Defendants also submitted the report from a medical examination performed by Sherry Leitch in December 2019. Based upon her physical examination, Leitch indicated that plaintiff did not demonstrate any abnormal indications beyond decreased vibration in the right ankle, decreased light touch and pin prick in her right hand and leg, and positive Tinel's reverse Phalen's in her right arm. Based upon her review of plaintiff's medical records, Leitch noted that plaintiff had a long history of complaints and treatment for headaches, dating back approximately four years prior to the accident. Leitch further noted that the head imaging conducted shortly after the accident, as well as an MRI of her brain conducted four years later, did not show any signs of trauma. Similarly, as to her complaints of neck and mid-back pain, Leitch noted that cervical and thoracic spine imaging, respectively, showed no signs of trauma. Although Leitch noted prior imaging of defendant's lumbar spine indicated a small disc protrusion, she opined that the protrusion was "not associated with signs of trauma" and a common finding in MRIs, thus underlying her conclusion that the protrusion was unrelated to the accident. Leitch further noted that plaintiff's medical records indicated a significant history of chronic low-back and mid-back pain that plaintiff had received treatment for prior to the accident.

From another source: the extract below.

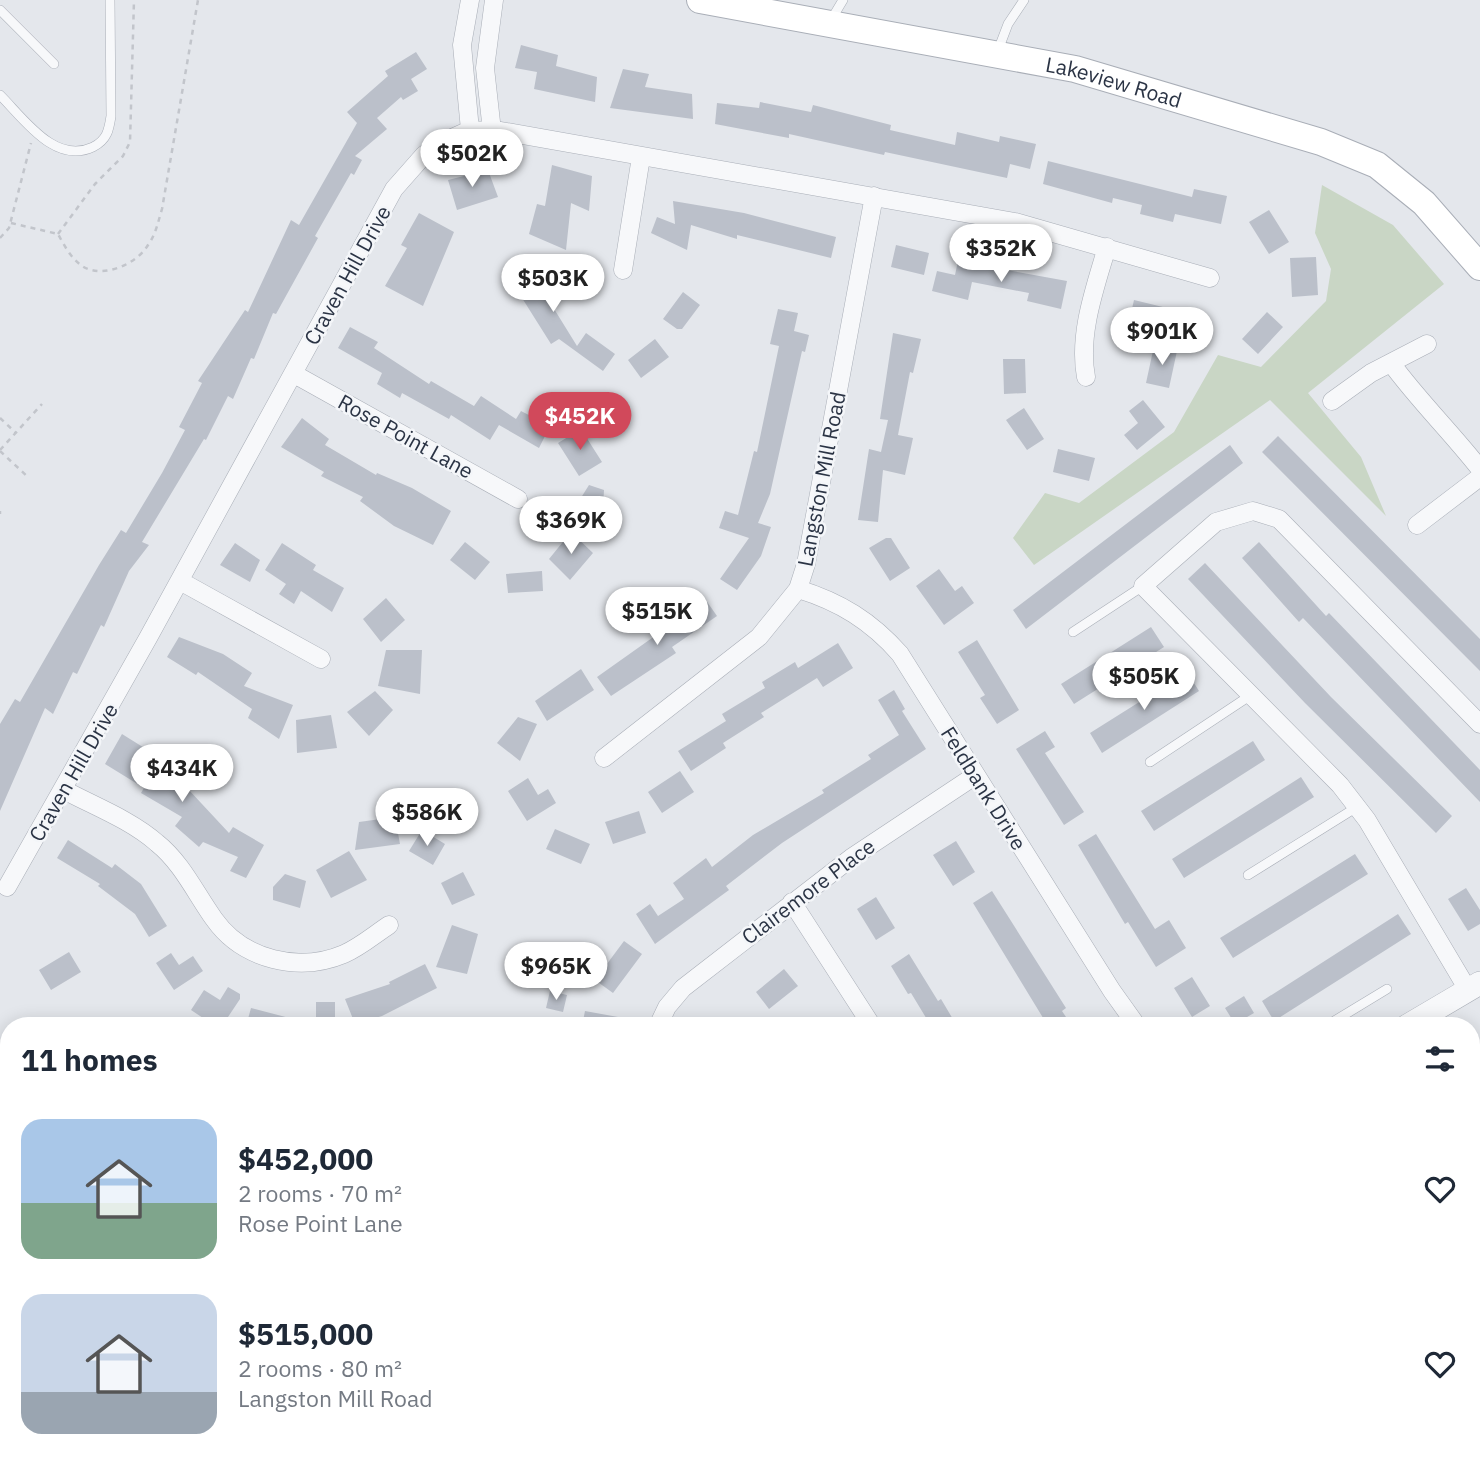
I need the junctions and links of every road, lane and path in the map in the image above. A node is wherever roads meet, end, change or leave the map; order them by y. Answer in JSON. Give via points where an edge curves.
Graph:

We initially conclude that the foregoing was insufficient to satisfy defendants' prima facie burden as to the 90/180-day category. Although Leitch's report concluded that plaintiff's claimed injuries were either unrelated to the accident or attributable to preexisting conditions, she failed to "adequately address [plaintiff's] condition or limitations within the first 180 days following the accident, which was necessary to foreclose [*3]the 90/180-day category of serious injury" (Poole v State of New York, 121 AD3d 1224, 1225 [3d Dept 2014] [internal quotation marks and citation omitted]; accord Murgia v Smith, 190 AD3d at 1235; see Cohen v Bayer, 167 AD3d 1397, 1402 [3d Dept 2018]; compare Sul-Lowe v Hunter, 148 AD3d 1326, 1328 [3d Dept 2017]). In the absence of any such proof directed at that category, the claim must survive.